On the chart, you can click on any emotion bubble and it will show you the list of cards that were worked up in that emotion. This can help you to immediately identify issues that require your attention. Shown below is the sample image of this metric.
2. Happier teams give higher productivity. To help track this, we have introduced ‘Happiness Index’. This is a measure of the team’s happiness over the duration of the project. Shown below is a sample image. It helps you analyze the issues where the team members are in disagreement for a long period of time. If the team is not able to arrive at a consensus, it could have a long-term impact on teams’ collaboration and productivity.
3. One of the major factors that reduce happiness is disagreements.

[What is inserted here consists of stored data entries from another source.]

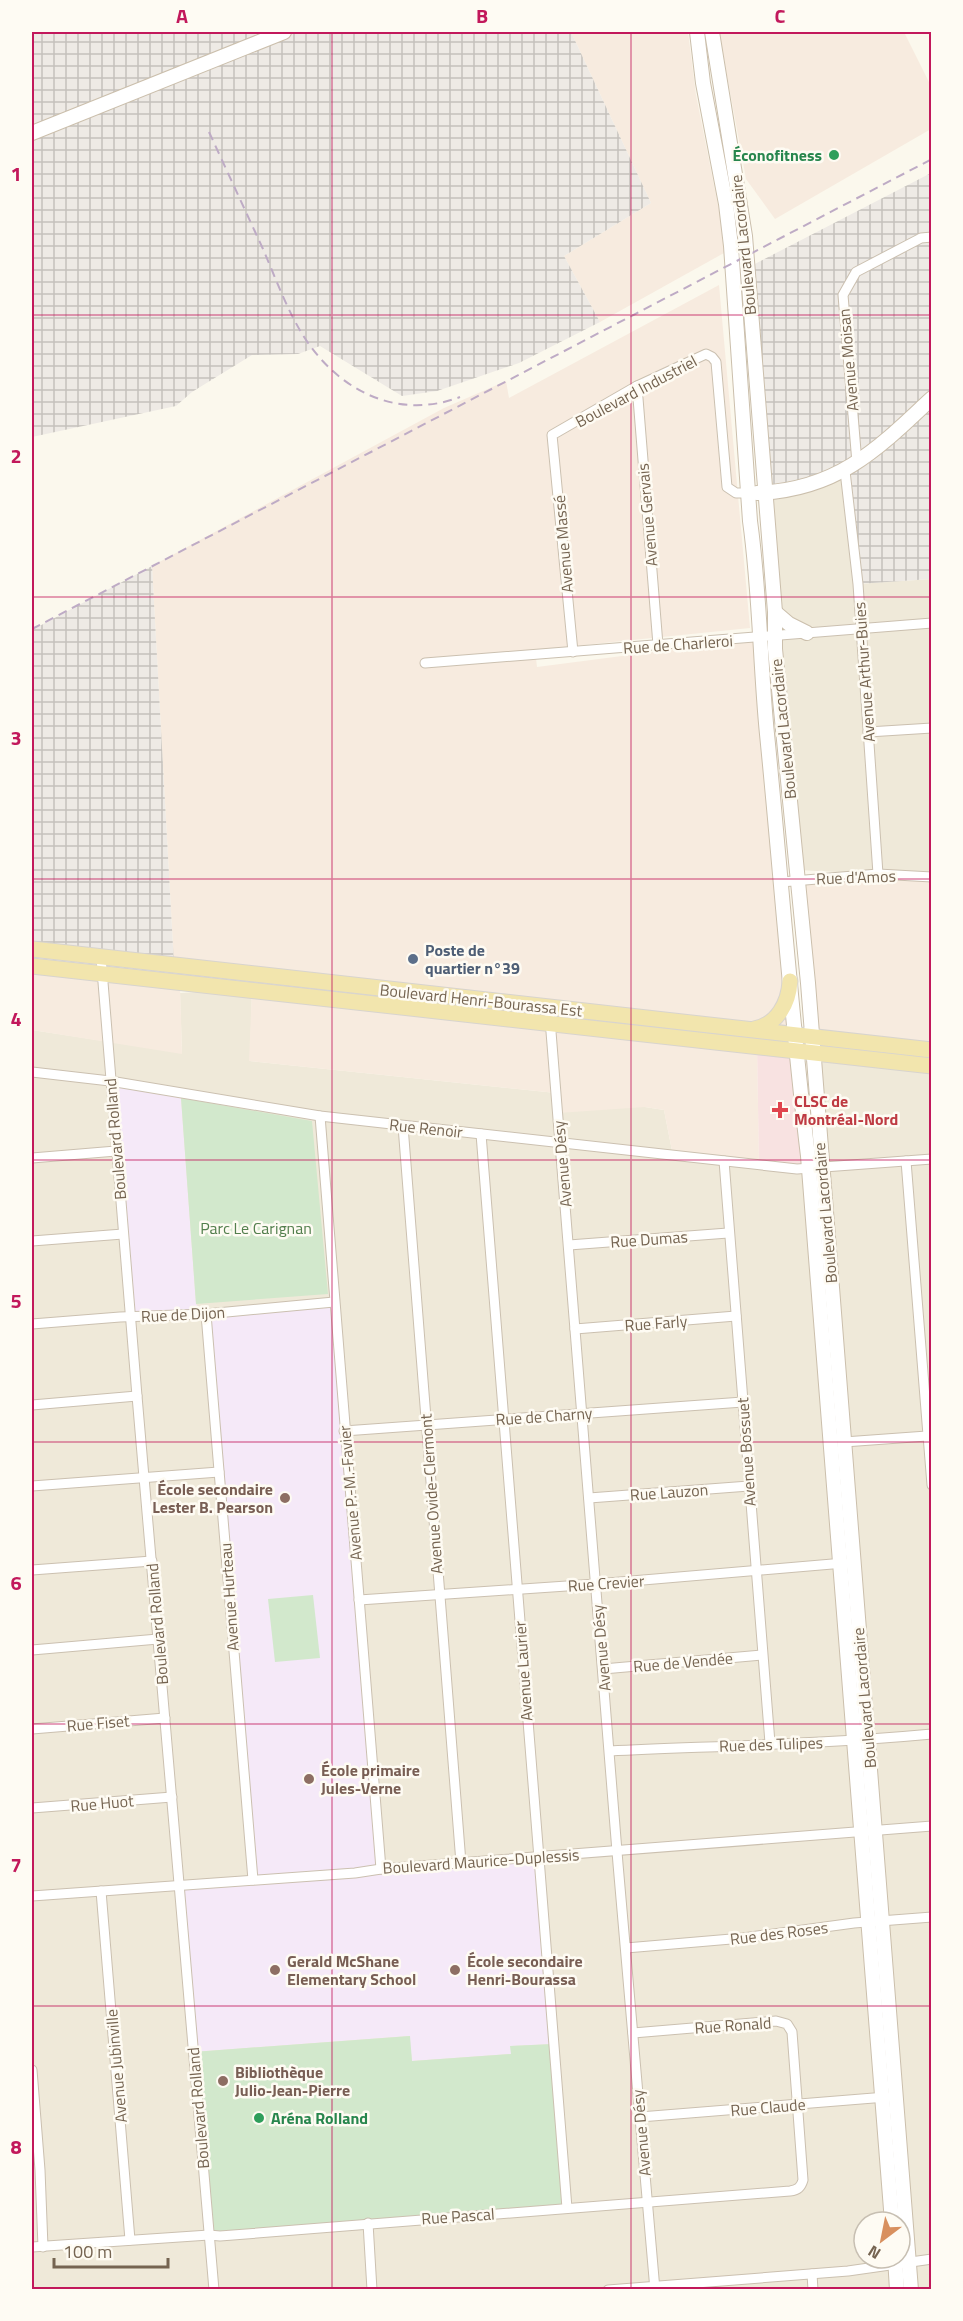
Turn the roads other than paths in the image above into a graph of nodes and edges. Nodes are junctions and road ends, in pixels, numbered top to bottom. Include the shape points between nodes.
1 (285, 32) edge
2 (697, 32) edge
3 (712, 32) edge
4 (32, 133) edge
5 (932, 237) edge
6 (636, 386) junction
7 (930, 401) edge
8 (552, 435) joint
9 (851, 467) junction
10 (749, 493) junction
11 (765, 493) junction
12 (775, 612) junction
13 (932, 623) edge
14 (859, 629) junction
15 (807, 633) junction
16 (768, 637) junction
17 (658, 645) junction
18 (573, 652) junction
19 (425, 663) dead end
20 (932, 728) edge
21 (868, 732) junction
22 (878, 874) junction
23 (932, 877) edge
24 (798, 880) junction
25 (781, 882) junction
26 (32, 949) edge
27 (101, 958) junction
28 (32, 966) edge
29 (102, 973) junction
30 (790, 981) junction
31 (549, 1007) junction
32 (550, 1024) junction
33 (742, 1029) junction
34 (795, 1043) junction
35 (812, 1045) junction
36 (932, 1050) edge
37 (932, 1066) edge
38 (32, 1072) edge
39 (110, 1081) junction
40 (320, 1116) junction
41 (403, 1126) junction
42 (481, 1134) junction
43 (561, 1143) junction
44 (116, 1151) junction
45 (32, 1158) edge
46 (932, 1159) edge
47 (724, 1161) junction
48 (906, 1161) junction
49 (815, 1168) junction
50 (728, 1233) junction
51 (123, 1234) junction
52 (32, 1241) edge
53 (569, 1245) junction
54 (334, 1302) junction
55 (206, 1314) junction
56 (736, 1316) junction
57 (131, 1317) junction
58 (32, 1324) edge
59 (575, 1329) junction
60 (928, 1393) edge
61 (136, 1396) junction
62 (743, 1402) junction
63 (32, 1405) edge
64 (582, 1414) junction
65 (503, 1419) junction
66 (426, 1425) junction
67 (344, 1431) junction
68 (927, 1436) junction
69 (844, 1442) junction
70 (219, 1472) junction
71 (144, 1477) junction
72 (931, 1478) edge
73 (932, 1485) edge
74 (32, 1486) edge
75 (749, 1486) junction
76 (589, 1498) junction
77 (152, 1561) junction
78 (846, 1563) junction
79 (32, 1570) edge
80 (755, 1571) junction
81 (596, 1584) junction
82 (517, 1589) junction
83 (439, 1595) junction
84 (359, 1600) junction
85 (158, 1639) junction
86 (32, 1650) edge
87 (762, 1655) junction
88 (603, 1669) junction
89 (165, 1718) junction
90 (32, 1729) edge
91 (932, 1734) edge
92 (860, 1740) junction
93 (770, 1743) junction
94 (610, 1751) junction
95 (172, 1797) junction
96 (32, 1808) edge
97 (932, 1826) edge
98 (867, 1831) junction
99 (617, 1851) junction
100 (537, 1857) junction
101 (461, 1863) junction
102 (381, 1869) junction
103 (253, 1880) junction
104 (180, 1886) junction
105 (101, 1891) junction
106 (32, 1896) edge
107 (932, 1917) edge
108 (875, 1922) junction
109 (626, 1948) junction
110 (633, 2032) junction
111 (32, 2070) edge
112 (889, 2097) junction
113 (798, 2104) junction
114 (640, 2117) junction
115 (647, 2202) junction
116 (567, 2208) junction
117 (892, 2210) edge
118 (896, 2210) edge
119 (368, 2223) junction
120 (209, 2235) junction
121 (130, 2240) junction
122 (32, 2247) edge
123 (43, 2247) junction
124 (932, 2259) edge
125 (912, 2261) edge
126 (852, 2268) edge
127 (898, 2270) edge
128 (903, 2270) edge
129 (812, 2274) junction
130 (655, 2288) edge
131 (214, 2289) edge
132 (372, 2289) edge
133 (608, 2289) edge
134 (813, 2289) edge
135 (897, 2289) edge
136 (911, 2289) edge

1 - 4 main road
2 - 10 main road, Boulevard Lacordaire via 707,112 729,225
3 - 11 main road, Boulevard Lacordaire via 741,202
5 - 9 street, Avenue Moisan via 921,238 856,272 843,294
6 - 8 street, Boulevard Industriel
6 - 10 street, Boulevard Industriel via 706,354 712,357 716,362 726,483 732,492
6 - 17 street, Avenue Gervais
7 - 9 main road, Boulevard Industriel
8 - 18 street, Avenue Massé
9 - 11 main road, Boulevard Industriel via 812,484
9 - 14 street, Avenue Arthur-Buies
10 - 11 main road, Boulevard Industriel
10 - 16 main road, Boulevard Lacordaire
11 - 12 main road, Boulevard Lacordaire
12 - 15 main road
12 - 16 main road, Boulevard Lacordaire
13 - 14 street, Rue de Charleroi
14 - 15 street, Rue de Charleroi
14 - 21 street, Avenue Arthur-Buies
15 - 16 street, Rue de Charleroi
16 - 17 street, Rue de Charleroi
16 - 24 main road, Boulevard Lacordaire
16 - 25 main road, Boulevard Lacordaire
17 - 18 street, Rue de Charleroi
18 - 19 street, Rue de Charleroi
20 - 21 street
21 - 22 street, Avenue Arthur-Buies
22 - 23 street, Rue d'Amos
22 - 24 street, Rue d'Amos
24 - 25 street, Rue d'Amos
24 - 35 main road, Boulevard Lacordaire
25 - 30 main road, Boulevard Lacordaire
26 - 27 main road, Boulevard Henri-Bourassa Est
27 - 29 street, Boulevard Rolland
27 - 31 main road, Boulevard Henri-Bourassa Est
28 - 29 main road, Boulevard Henri-Bourassa Est
29 - 32 main road, Boulevard Henri-Bourassa Est
29 - 39 street, Boulevard Rolland
30 - 33 main road via 786,1004 770,1023 764,1028
30 - 34 main road, Boulevard Lacordaire
31 - 32 street, Avenue Désy
31 - 33 main road, Boulevard Henri-Bourassa Est
32 - 34 main road, Boulevard Henri-Bourassa Est
32 - 43 street, Avenue Désy
33 - 34 main road, Boulevard Henri-Bourassa Est
34 - 35 main road, Boulevard Henri-Bourassa Est
34 - 49 main road, Boulevard Lacordaire
35 - 36 main road, Boulevard Henri-Bourassa Est
35 - 37 main road, Boulevard Henri-Bourassa Est
35 - 49 main road, Boulevard Lacordaire
38 - 39 street, Rue Renoir
39 - 40 street, Rue Renoir
39 - 44 street, Boulevard Rolland
40 - 41 street, Rue Renoir
40 - 54 street, Avenue P.-M.-Favier
41 - 42 street, Rue Renoir
41 - 66 street, Avenue Ovide-Clermont
42 - 43 street, Rue Renoir
42 - 65 street, Avenue Laurier
43 - 47 street, Rue Renoir
43 - 53 street, Avenue Désy
44 - 45 street
44 - 51 street, Boulevard Rolland
46 - 48 street, Rue Renoir
47 - 49 street, Rue Renoir
47 - 50 street, Avenue Bossuet
48 - 49 street, Rue Renoir
48 - 60 street
49 - 69 main road, Boulevard Lacordaire
49 - 78 main road, Boulevard Lacordaire
50 - 53 street, Rue Dumas
50 - 56 street, Avenue Bossuet
51 - 52 street
51 - 57 street, Boulevard Rolland
53 - 59 street, Avenue Désy
54 - 55 street, Rue de Dijon
54 - 67 street, Avenue P.-M.-Favier
55 - 57 street, Rue de Dijon
55 - 70 street, Avenue Hurteau
56 - 59 street, Rue Farly
56 - 62 street, Avenue Bossuet
57 - 58 street, Rue de Dijon
57 - 61 street, Boulevard Rolland
59 - 64 street, Avenue Désy
60 - 68 street
61 - 63 street
61 - 71 street, Boulevard Rolland
62 - 64 street, Rue de Charny
62 - 75 street, Avenue Bossuet
64 - 65 street, Rue de Charny
64 - 76 street, Avenue Désy
65 - 66 street, Rue de Charny
65 - 82 street, Avenue Laurier
66 - 67 street, Rue de Charny
66 - 83 street, Avenue Ovide-Clermont
67 - 84 street, Avenue P.-M.-Favier
68 - 69 street
68 - 72 street
69 - 78 main road, Boulevard Lacordaire
70 - 71 street
70 - 103 street, Avenue Hurteau
71 - 74 street
71 - 77 street, Boulevard Rolland
72 - 73 street
75 - 76 street, Rue Lauzon
75 - 80 street, Avenue Bossuet
76 - 81 street, Avenue Désy
77 - 79 street
77 - 85 street, Boulevard Rolland
78 - 80 street, Rue Crevier
78 - 92 main road, Boulevard Lacordaire
80 - 81 street, Rue Crevier
80 - 87 street, Avenue Bossuet
81 - 82 street, Rue Crevier
81 - 88 street, Avenue Désy
82 - 83 street, Rue Crevier
82 - 100 street, Avenue Laurier
83 - 84 street, Rue Crevier
83 - 101 street, Avenue Ovide-Clermont
84 - 102 street, Avenue P.-M.-Favier
85 - 86 street
85 - 89 street, Boulevard Rolland
87 - 88 street, Rue de Vendée
87 - 93 street, Avenue Bossuet
88 - 94 street, Avenue Désy
89 - 90 street, Rue Fiset
89 - 95 street, Boulevard Rolland
91 - 92 street, Rue des Tulipes
92 - 93 street, Rue des Tulipes
92 - 98 main road, Boulevard Lacordaire
93 - 94 street, Rue des Tulipes
94 - 99 street, Avenue Désy
95 - 96 street, Rue Huot
95 - 104 street, Boulevard Rolland
97 - 98 street, Boulevard Maurice-Duplessis
98 - 99 street, Boulevard Maurice-Duplessis
98 - 108 main road, Boulevard Lacordaire
99 - 100 street, Boulevard Maurice-Duplessis
99 - 109 street, Avenue Désy
100 - 101 street, Boulevard Maurice-Duplessis
100 - 116 street, Avenue Laurier
101 - 102 street, Boulevard Maurice-Duplessis
102 - 103 street, Boulevard Maurice-Duplessis
103 - 104 street, Boulevard Maurice-Duplessis
104 - 105 street, Boulevard Maurice-Duplessis
104 - 120 street, Boulevard Rolland
105 - 106 street, Boulevard Maurice-Duplessis
105 - 121 street, Avenue Jubinville
107 - 108 street, Rue des Roses
108 - 109 street, Rue des Roses
108 - 112 main road, Boulevard Lacordaire
109 - 110 street, Avenue Désy
110 - 113 street, Rue Ronald via 776,2021 787,2024 792,2032
110 - 114 street, Avenue Désy
111 - 123 street
112 - 113 street, Rue Claude
112 - 117 main road, Boulevard Lacordaire
112 - 118 main road, Boulevard Lacordaire
113 - 114 street, Rue Claude
113 - 115 street, Rue Pascal via 803,2180 797,2190
114 - 115 street, Avenue Désy
115 - 116 street, Rue Pascal
115 - 130 street, Avenue Désy
116 - 119 street, Rue Pascal
119 - 120 street, Rue Pascal
119 - 132 street
120 - 121 street, Rue Pascal
120 - 131 street, Boulevard Rolland
121 - 123 street, Rue Pascal
122 - 123 street, Rue Pascal
124 - 125 street
126 - 129 street
127 - 135 main road, Boulevard Lacordaire
128 - 136 main road, Boulevard Lacordaire
129 - 130 street
129 - 134 street
130 - 133 street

This chart helps you analyze the issues where team members disagreed for long periods of time. As mentioned earlier, if the team is not able to arrive at a consensus, it will have a long-term impact on the team’s collaboration and productivity. Shown below is a sample image of the “Disagreement Index”.
4. High performing teams are often high trust teams too. The Trust Network helps you see this. The chart has a mesh topology, where every pair of individuals in the team that converses with each other is depicted with a connector. When individuals disagree with each other, those connectors are marked red. The darker the shade of the green colour, the better the trust within the team.

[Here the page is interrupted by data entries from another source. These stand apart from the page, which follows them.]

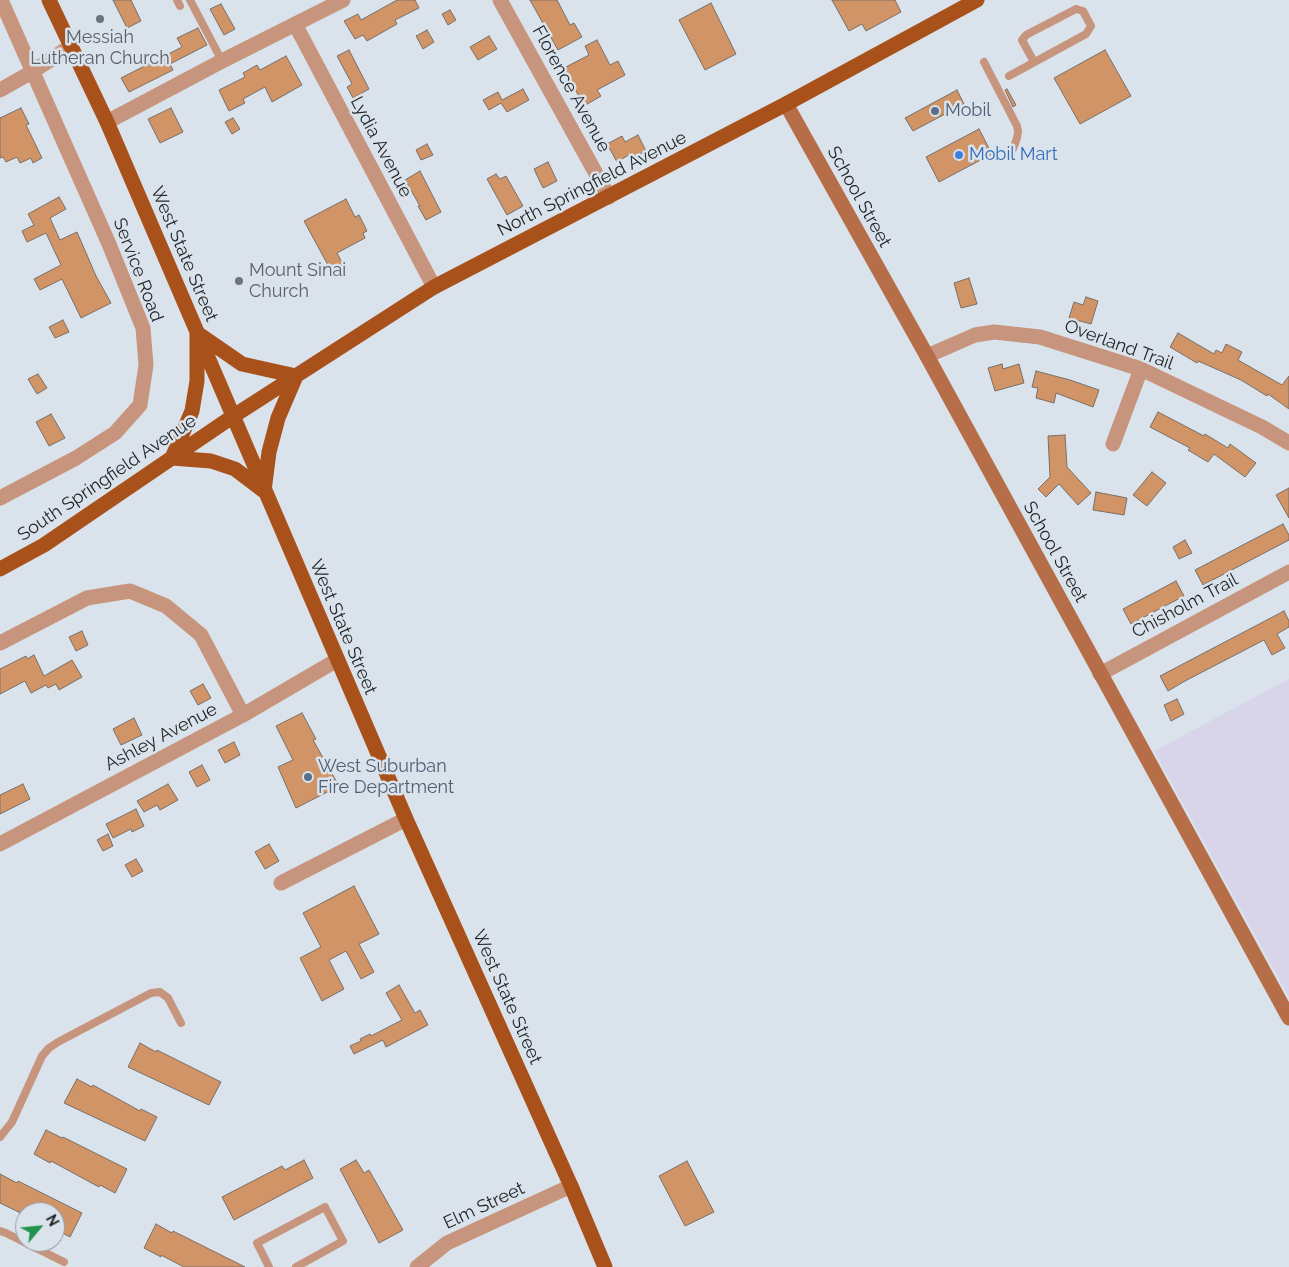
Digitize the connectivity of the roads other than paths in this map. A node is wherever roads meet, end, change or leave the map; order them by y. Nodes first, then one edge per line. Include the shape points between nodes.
1 (1, 0) edge
2 (49, 0) edge
3 (190, 0) edge
4 (343, 0) edge
5 (500, 0) edge
6 (977, 0) edge
7 (295, 24) junction
8 (71, 46) junction
9 (222, 60) junction
10 (984, 62) dead end
11 (1034, 62) junction
12 (32, 72) junction
13 (1009, 76) dead end
14 (0, 90) edge
15 (786, 104) junction
16 (107, 122) junction
17 (1013, 149) dead end
18 (609, 197) junction
19 (434, 287) junction
20 (197, 333) junction
21 (927, 356) junction
22 (1141, 369) junction
23 (296, 376) junction
24 (232, 417) junction
25 (1289, 442) edge
26 (1114, 444) dead end
27 (172, 458) junction
28 (264, 491) junction
29 (0, 498) edge
30 (0, 569) edge
31 (1289, 572) edge
32 (0, 643) edge
33 (337, 660) junction
34 (1100, 674) junction
35 (243, 714) junction
36 (406, 819) junction
37 (0, 844) edge
38 (281, 883) dead end
39 (1289, 1018) edge
40 (181, 1023) dead end
41 (0, 1137) edge
42 (571, 1186) junction
43 (0, 1231) edge
44 (64, 1262) dead end
45 (269, 1267) edge
46 (296, 1267) edge
47 (417, 1267) edge
48 (605, 1267) edge

1 - 12 street, Service Road
2 - 8 main road, West State Street
3 - 9 lane
4 - 7 street
5 - 18 street, Florence Avenue
6 - 15 main road, North Springfield Avenue
7 - 9 street
7 - 19 street, Lydia Avenue
8 - 12 street
8 - 16 main road, West State Street
9 - 16 street
10 - 17 lane via 1017,126
11 - 11 lane via 1086,34 1091,26 1083,11 1076,9 1026,35 1022,40
11 - 13 lane
12 - 14 street
12 - 29 street, Service Road via 143,328 146,365 140,405 114,433 76,458
15 - 18 main road, North Springfield Avenue
15 - 21 main road, School Street
16 - 20 main road, West State Street
18 - 19 main road, North Springfield Avenue
19 - 23 main road, North Springfield Avenue
20 - 23 main road via 242,364
20 - 24 main road, West State Street
20 - 27 main road via 192,410
21 - 22 street, Overland Trail via 975,335 994,332 1040,337
21 - 34 main road, School Street
22 - 25 street, Overland Trail
22 - 26 street
23 - 24 main road, North Springfield Avenue
23 - 28 main road via 278,418
24 - 27 main road, South Springfield Avenue
24 - 28 main road, West State Street
27 - 28 main road via 211,462 235,469
27 - 30 main road, South Springfield Avenue via 44,545
28 - 33 main road, West State Street
31 - 34 street, Chisholm Trail
32 - 35 street via 87,598 130,591 166,606 201,635
33 - 35 street, Ashley Avenue
33 - 36 main road, West State Street
34 - 39 main road, School Street
35 - 37 street, Ashley Avenue
36 - 38 street
36 - 42 main road, West State Street
40 - 41 lane via 168,998 160,992 151,993 58,1042 42,1056 12,1122
42 - 47 street, Elm Street via 447,1243
42 - 48 main road, West State Street
43 - 44 lane
45 - 46 lane via 257,1243 325,1207 343,1241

These are few samples of the insights that Team Dynamics provides.
The above metrics will provide you insight into the overall team emotions. In addition, it is also important to know the work items that were impacted by the negative emotions of people working on them. There will always be a few work items that generate negative emotions, perhaps causing issues or delays with those work items. There can be several reasons for the negative emotions, such as the Product Owner (PO) not providing a complete spec, disagreements between team members and PO on the scope, dependency on other teams, etc. These could lead to work-item spill-overs across sprints and low productivity which impact the committed PI scope negatively. It could potentially reduce business value delivered to the business in the PI.
To help understand such issues, we provide meaningful insights at the work-items level as well.
Based on the “Circumplex Model” of emotion developed by James Russell, we provide the measure of the valence and arousal of the work items to find the underlying emotions. A sample image of the Valence Arousal Dominance Trend that you will see on each work-item is shown below.
Based on the recent emotions and overall VAD values, there is a Risk Score assigned to each item. This is displayed on work item list view and helps the Manager focus on higher risk items. Shown below is a sample snapshot of the list view.